軽機関銃は、「脚桿の高姿勢/低姿勢(脚桿の高さは高低の2種類の調節が可能) 」で照準高を変えることが出来る。この機能によって、地形によっては射撃が可能となるが、更に微調整等が必要となることもある。
そのような場合は、「両肘の開閉(両肘の間隔を開けば低く、狭めれば高くなる)」によって修正を行う。また、地面の土質によっては脚桿をある程度押し込んで調整するということも可能。
ただし、両肘の開閉は、開きすぎれば射撃困難・命中不良の原因となり、閉じすぎれば据銃姿勢が不確実となって射撃に悪影響を及ぼす。このような状況を避けるためにも、前述した脚桿と肘の位置関係が適当となる場所を選定することが重要となる。
銃を直接地物に依托する射撃(歩操 57)
軽機関銃は、基本的には脚桿を用いる射撃が基本だが、場合によっては地物に依托しての射撃を行うことがある。

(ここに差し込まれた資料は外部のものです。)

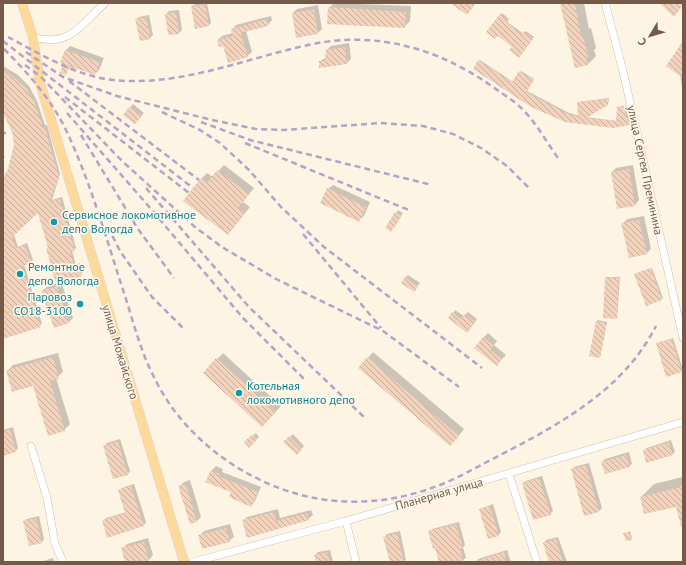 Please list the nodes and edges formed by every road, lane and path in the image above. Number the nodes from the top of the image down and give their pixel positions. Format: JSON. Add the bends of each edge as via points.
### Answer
{"nodes":[{"id":1,"x":22,"y":3,"type":"edge"},
{"id":2,"x":105,"y":3,"type":"edge"},
{"id":3,"x":605,"y":3,"type":"edge"},
{"id":4,"x":33,"y":37,"type":"junction"},
{"id":5,"x":683,"y":338,"type":"edge"},
{"id":6,"x":683,"y":422,"type":"edge"},
{"id":7,"x":31,"y":446,"type":"dead end"},
{"id":8,"x":509,"y":474,"type":"junction"},
{"id":9,"x":346,"y":521,"type":"junction"},
{"id":10,"x":63,"y":562,"type":"edge"},
{"id":11,"x":184,"y":562,"type":"edge"},
{"id":12,"x":193,"y":562,"type":"edge"},
{"id":13,"x":356,"y":562,"type":"edge"},
{"id":14,"x":536,"y":562,"type":"edge"}],
"edges":[{"from":1,"to":4,"type":"main road","name":"улица Можайского"},
{"from":2,"to":4,"type":"street","via":[[65,38],[47,41]]},
{"from":3,"to":5,"type":"street","name":"улица Сергея Преминина","via":[[623,71]]},
{"from":4,"to":11,"type":"main road","name":"улица Можайского","via":[[40,82]]},
{"from":6,"to":8,"type":"street","name":"Планерная улица"},
{"from":7,"to":10,"type":"street","via":[[47,498],[55,544]]},
{"from":8,"to":9,"type":"street","name":"Планерная улица"},
{"from":8,"to":14,"type":"street"},
{"from":9,"to":12,"type":"street","name":"Планерная улица"},
{"from":9,"to":13,"type":"street"}]} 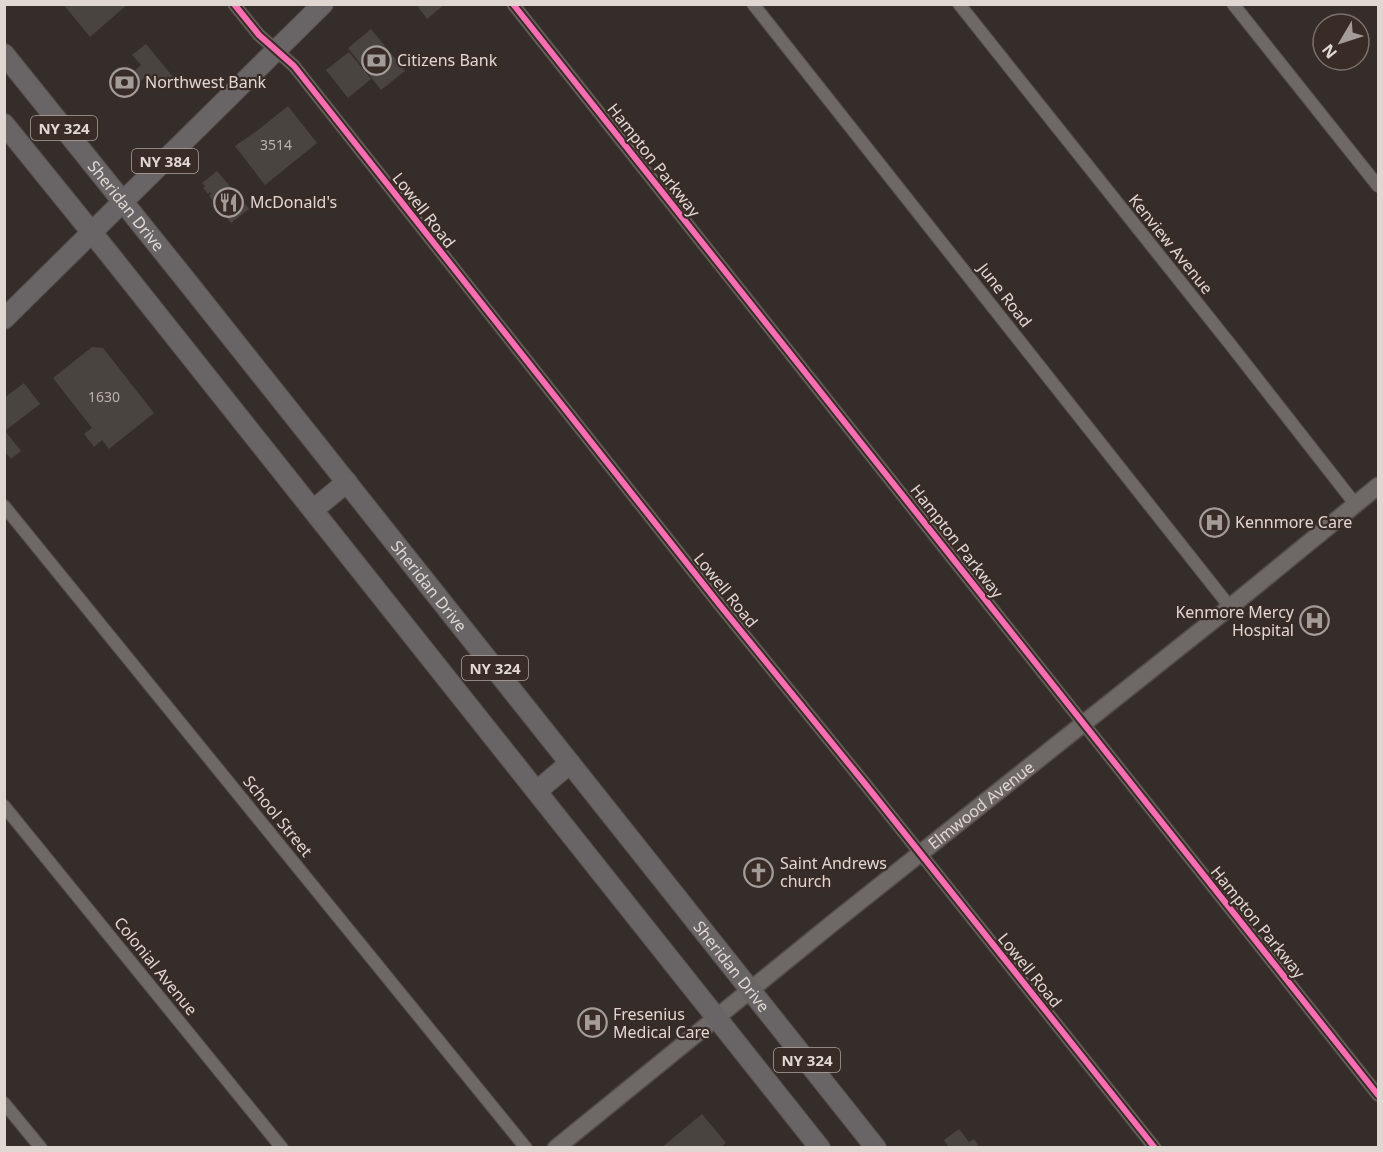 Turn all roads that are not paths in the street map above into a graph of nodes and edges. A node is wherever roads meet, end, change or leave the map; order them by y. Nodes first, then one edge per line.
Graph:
1 (234, 4) edge
2 (323, 4) edge
3 (513, 4) edge
4 (753, 4) edge
5 (959, 4) edge
6 (1233, 4) edge
7 (276, 51) junction
8 (4, 54) edge
9 (4, 124) edge
10 (1378, 186) edge
11 (124, 201) junction
12 (92, 232) junction
13 (4, 319) edge
14 (347, 482) junction
15 (1378, 486) edge
16 (1356, 505) junction
17 (4, 506) edge
18 (313, 510) junction
19 (1230, 607) junction
20 (1083, 723) junction
21 (570, 763) junction
22 (537, 791) junction
23 (4, 806) edge
24 (920, 854) junction
25 (750, 989) junction
26 (716, 1017) junction
27 (1378, 1095) edge
28 (4, 1103) edge
29 (41, 1148) edge
30 (282, 1148) edge
31 (526, 1148) edge
32 (556, 1148) edge
33 (820, 1148) edge
34 (876, 1148) edge
35 (1155, 1148) edge

1 - 7 street, Lowell Road
2 - 7 main road, NY 384
3 - 20 street, Hampton Parkway
4 - 19 street, June Road
5 - 16 street, Kenview Avenue
6 - 10 street
7 - 11 main road, NY 384
7 - 24 street, Lowell Road
8 - 11 main road, Sheridan Drive / NY 324
9 - 12 main road, NY 324
11 - 12 main road, NY 384
11 - 14 main road, Sheridan Drive / NY 324
12 - 13 main road, NY 384
12 - 18 main road, NY 324
14 - 18 main road
14 - 21 main road, Sheridan Drive / NY 324
15 - 16 street, Elmwood Avenue
16 - 19 street, Elmwood Avenue
17 - 31 street, School Street
18 - 22 main road, NY 324
19 - 20 street, Elmwood Avenue
20 - 24 street, Elmwood Avenue
20 - 27 street, Hampton Parkway
21 - 22 main road
21 - 25 main road, Sheridan Drive / NY 324
22 - 26 main road, NY 324
23 - 30 street, Colonial Avenue
24 - 25 street, Elmwood Avenue
24 - 35 street, Lowell Road
25 - 26 street, Elmwood Avenue
25 - 34 main road, Sheridan Drive / NY 324
26 - 32 street, Elmwood Avenue
26 - 33 main road, NY 324
28 - 29 street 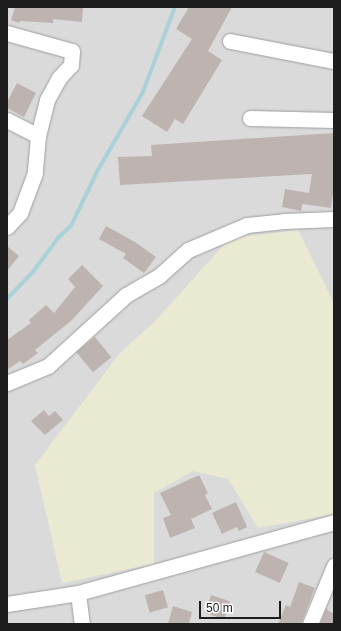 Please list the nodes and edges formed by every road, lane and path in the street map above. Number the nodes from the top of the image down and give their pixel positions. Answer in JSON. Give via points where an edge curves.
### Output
{"nodes":[{"id":1,"x":7,"y":33,"type":"edge"},
{"id":2,"x":230,"y":42,"type":"dead end"},
{"id":3,"x":334,"y":61,"type":"edge"},
{"id":4,"x":250,"y":118,"type":"dead end"},
{"id":5,"x":7,"y":120,"type":"edge"},
{"id":6,"x":334,"y":120,"type":"edge"},
{"id":7,"x":38,"y":136,"type":"junction"},
{"id":8,"x":334,"y":219,"type":"edge"},
{"id":9,"x":7,"y":227,"type":"edge"},
{"id":10,"x":7,"y":383,"type":"edge"},
{"id":11,"x":334,"y":522,"type":"edge"},
{"id":12,"x":334,"y":566,"type":"edge"},
{"id":13,"x":78,"y":593,"type":"junction"},
{"id":14,"x":7,"y":604,"type":"edge"},
{"id":15,"x":82,"y":624,"type":"edge"},
{"id":16,"x":310,"y":624,"type":"edge"}],
"edges":[{"from":1,"to":7,"type":"street","via":[[72,51],[71,65],[59,78],[47,100]]},
{"from":2,"to":3,"type":"street"},
{"from":4,"to":6,"type":"street"},
{"from":5,"to":7,"type":"street"},
{"from":7,"to":9,"type":"street","via":[[35,173],[20,213]]},
{"from":8,"to":10,"type":"street","via":[[247,225],[188,250],[159,276],[126,295],[48,366]]},
{"from":11,"to":13,"type":"street"},
{"from":12,"to":16,"type":"street"},
{"from":13,"to":14,"type":"street"},
{"from":13,"to":15,"type":"street"}]}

『歩兵教練ノ参考(各個教練)第一巻』(1942)では、状況真にやむを得ざる場合とし、以下のような例を挙げている。
・脚桿の毀損せる場合
・森林等に於いて倒れたる樹木等を利用するにあらざれば射撃し得ざる場合
・予め設備なき自動車、列車上、家屋の窓壁等を利用するに方り設備の余裕なき場合
銃を直接地物に依托するにあたって注意することは、歩兵操典の第五十七に記述されているもの以外では、以下のようなものがある。
・ガス排出孔を塞がないこと
⇒「ガス排出孔」は銃身の下にある「ガス喞筒(そくとう/しょくとう)」の左側下部にある
「ガス喞筒」は「ガス(瓦斯)ポンプ」と呼ばれていることもある。
・銃口を少なくとも約10cm地面から離すこと
・胸墻上に依托する場合は、直接銃を置かず約10cmの台(巻藁や土嚢など)を設けて依托する
・堅硬な地物には直接銃を依托しないこと
⇒銃と地物の間に藁・高粱・雑草・糾草・麻袋などを置く
・挿弾子の落下を妨げないこと(※十一年式軽機関銃)
直接依托する際に顧慮する事項(歩操 57)
1、依托点
脚頭付近(脚桿の付け根)が最適。それより手前だと射撃時の震動が大きい。
2、依托物
土嚢、砂嚢、藁、糾草が最適。これらで脚頭付近を依托した場合、脚桿での射撃と比べても遜色が無い。丸太を使用する場合、ガス喞筒が入り、左右に銃を振って射撃が出来るような切り込みを作る。(左画像)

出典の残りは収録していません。